That is a good point, but my reading of that topic is that it was the least convenient possible world. I honestly do not see how it is possible to word a greatest threat.
Once someone actually says out loud what any particular threat is, you always seem to be vulnerable to someone coming along and generating a threat, which when taken in the context of threats you have heard, seems greater then any previous threat.
I mean, I suppose to make it more inconvenient for me, The Pascal Mugger could add “Oh by the way. I’m going to KILL you afterward, regardless of your choice. You will find it impossible to consider another Pascal’s Mugger coming along and asking you for your money.”
“But what if the second Pascal’s Mugger resurrects me? I mean sure, it seems oddly improbable that he would do that just to demand 5 dollars which I wouldn’t have if I gave them to you if I was already dead, and frankly it seems odd to even consider resurrection at all, but it could happen with a non 0 chance!”
I mean yes, the idea of someone ressurecting you to mug you does seem completely, totally ridiculous. but the entire idea behind Pascal’s Mugging appears to be that we can’t throw out those tiny, tiny, out of the way chances if there is a large enough threat backing them up.
So let’s think of another possible least convenient world: The Mugger is Omega or Nomega. He knows exactly what to say to convince me that despite the fact that right now it seems logical that a greater threat could be made later, somehow this is the greatest threat I will ever face in my entire life, and the concept of a greater threat then this is literally inconceivable.

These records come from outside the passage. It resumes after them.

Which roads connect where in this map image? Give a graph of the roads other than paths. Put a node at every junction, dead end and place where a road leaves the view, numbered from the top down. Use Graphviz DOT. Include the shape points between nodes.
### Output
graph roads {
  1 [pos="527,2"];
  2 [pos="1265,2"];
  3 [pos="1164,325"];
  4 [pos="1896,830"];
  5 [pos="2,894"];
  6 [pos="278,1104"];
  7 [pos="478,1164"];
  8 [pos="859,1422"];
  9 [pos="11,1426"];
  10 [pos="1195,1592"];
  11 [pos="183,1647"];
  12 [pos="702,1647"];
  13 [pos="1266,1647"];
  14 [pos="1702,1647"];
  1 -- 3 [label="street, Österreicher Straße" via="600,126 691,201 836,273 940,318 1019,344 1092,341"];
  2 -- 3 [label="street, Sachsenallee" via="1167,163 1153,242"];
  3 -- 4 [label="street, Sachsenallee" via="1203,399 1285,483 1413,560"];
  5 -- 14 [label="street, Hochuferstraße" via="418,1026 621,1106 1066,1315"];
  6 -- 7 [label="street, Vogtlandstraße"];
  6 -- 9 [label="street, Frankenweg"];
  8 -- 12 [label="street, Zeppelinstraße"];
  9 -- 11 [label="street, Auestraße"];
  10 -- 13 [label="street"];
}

Except now the scenario requires me to believe that I can make a choice to give the Mugger 5$, but NOT make a choice to retain my belief that a larger threat exists later.
That doesn’t quite sound like a good formulation of an inconvenient world either. (I can make choices except when I can’t?) I will keep trying to think of a more inconvenient world once I get home and will post it here if I think of one.

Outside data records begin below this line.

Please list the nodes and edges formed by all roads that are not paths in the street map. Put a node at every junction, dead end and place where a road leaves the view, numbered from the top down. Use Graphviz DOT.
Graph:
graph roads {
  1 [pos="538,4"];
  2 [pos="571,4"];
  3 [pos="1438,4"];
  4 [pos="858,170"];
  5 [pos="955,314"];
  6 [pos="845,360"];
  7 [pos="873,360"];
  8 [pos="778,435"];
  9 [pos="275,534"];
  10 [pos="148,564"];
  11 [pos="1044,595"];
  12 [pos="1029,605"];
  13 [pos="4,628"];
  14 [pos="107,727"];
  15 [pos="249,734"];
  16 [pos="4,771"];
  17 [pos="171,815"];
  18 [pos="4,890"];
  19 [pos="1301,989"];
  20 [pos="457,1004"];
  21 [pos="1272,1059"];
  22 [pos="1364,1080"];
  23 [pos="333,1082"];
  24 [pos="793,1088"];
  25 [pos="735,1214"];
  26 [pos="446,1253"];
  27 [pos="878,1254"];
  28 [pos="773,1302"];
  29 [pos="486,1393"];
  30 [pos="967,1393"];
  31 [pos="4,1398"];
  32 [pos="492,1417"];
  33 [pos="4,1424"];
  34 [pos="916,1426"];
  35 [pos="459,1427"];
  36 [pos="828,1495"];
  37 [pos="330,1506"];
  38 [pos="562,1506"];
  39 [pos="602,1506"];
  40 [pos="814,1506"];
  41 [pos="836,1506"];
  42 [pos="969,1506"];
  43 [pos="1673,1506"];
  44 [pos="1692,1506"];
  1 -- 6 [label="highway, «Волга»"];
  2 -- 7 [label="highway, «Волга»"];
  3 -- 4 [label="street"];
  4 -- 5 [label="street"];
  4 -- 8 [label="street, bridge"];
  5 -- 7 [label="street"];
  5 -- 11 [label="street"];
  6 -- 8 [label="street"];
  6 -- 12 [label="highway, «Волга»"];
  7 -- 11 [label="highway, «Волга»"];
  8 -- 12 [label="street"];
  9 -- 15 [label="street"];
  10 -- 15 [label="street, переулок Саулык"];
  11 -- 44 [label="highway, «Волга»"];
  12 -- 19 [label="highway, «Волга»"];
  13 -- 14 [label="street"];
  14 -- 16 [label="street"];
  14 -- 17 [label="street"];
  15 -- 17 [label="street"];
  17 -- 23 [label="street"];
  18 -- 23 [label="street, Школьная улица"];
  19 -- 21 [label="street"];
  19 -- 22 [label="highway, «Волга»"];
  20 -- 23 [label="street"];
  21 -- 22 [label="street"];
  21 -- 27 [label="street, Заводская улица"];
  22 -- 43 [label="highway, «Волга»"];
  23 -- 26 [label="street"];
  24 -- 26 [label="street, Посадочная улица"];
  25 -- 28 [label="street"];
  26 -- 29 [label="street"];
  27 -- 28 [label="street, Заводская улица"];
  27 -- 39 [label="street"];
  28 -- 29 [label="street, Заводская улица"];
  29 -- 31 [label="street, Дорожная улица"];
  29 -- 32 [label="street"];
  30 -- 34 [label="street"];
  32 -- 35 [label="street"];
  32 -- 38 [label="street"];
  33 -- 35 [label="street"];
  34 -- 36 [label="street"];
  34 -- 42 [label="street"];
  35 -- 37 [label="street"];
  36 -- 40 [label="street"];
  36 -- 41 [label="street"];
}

You may be wrong about such threats. In thinking about this question, you reduce your chance of being wrong. This has a massive expected utility gain.

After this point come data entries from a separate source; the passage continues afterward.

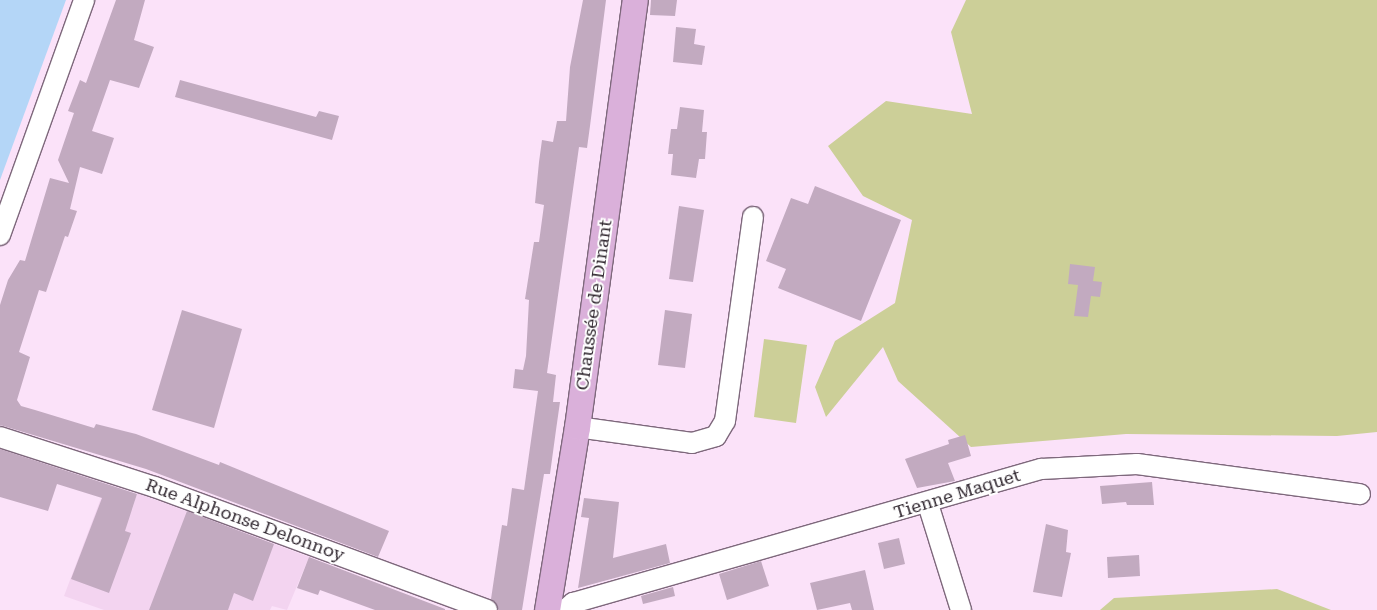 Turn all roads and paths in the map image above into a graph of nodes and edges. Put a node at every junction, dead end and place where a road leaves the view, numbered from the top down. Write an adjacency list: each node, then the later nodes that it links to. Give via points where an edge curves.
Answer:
1 (84, 0): 4 (street)
2 (634, 0): 5 (main road, Chaussée de Dinant)
3 (753, 217): 5 (street, via 725,421 716,436 692,443)
4 (0, 235)
5 (577, 427): 10 (main road, Chaussée de Dinant)
6 (0, 437): 9 (street, Rue Alphonse Delonnoy, via 155,486)
7 (1360, 494): 8 (street, Tienne Maquet, via 1137,464 1041,469)
8 (928, 504): 11 (street, Tienne Maquet, via 573,603); 12 (street)
9 (488, 610)
10 (547, 610)
11 (566, 610)
12 (961, 610)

Conclusion: You should spend all your time thinking about this question.
Another version:
There’s a tiny probability of 3^^3 deaths. A tinier one of 3^^^3. A tinier one of 3^^^^3..… Oops, looks like my expected utility is a divergent sum! I can’t use expected utility theory to figure out what to do any more!
Number one is a very good point, but I don’t think the conclusion would necessarily follow:
1: You always may need outside information to solve the problem. For instance, If I am looking for a Key to Room 3, under the assumption that it is in Room 1 because I saw someone drop it in Room 1, I cannot search only Room 1 and never search Room 2 and find the key in all cases because there may be a way for the key to have moved to Room 2 without my knowledge.
For instance, as an example of something I might expect, the Mouse could have grabbed it and quietly went back to it’s nest in Room 2. Now, that’s something I would expect, so while searching for the key I should also note any mice I see. They might have moved it.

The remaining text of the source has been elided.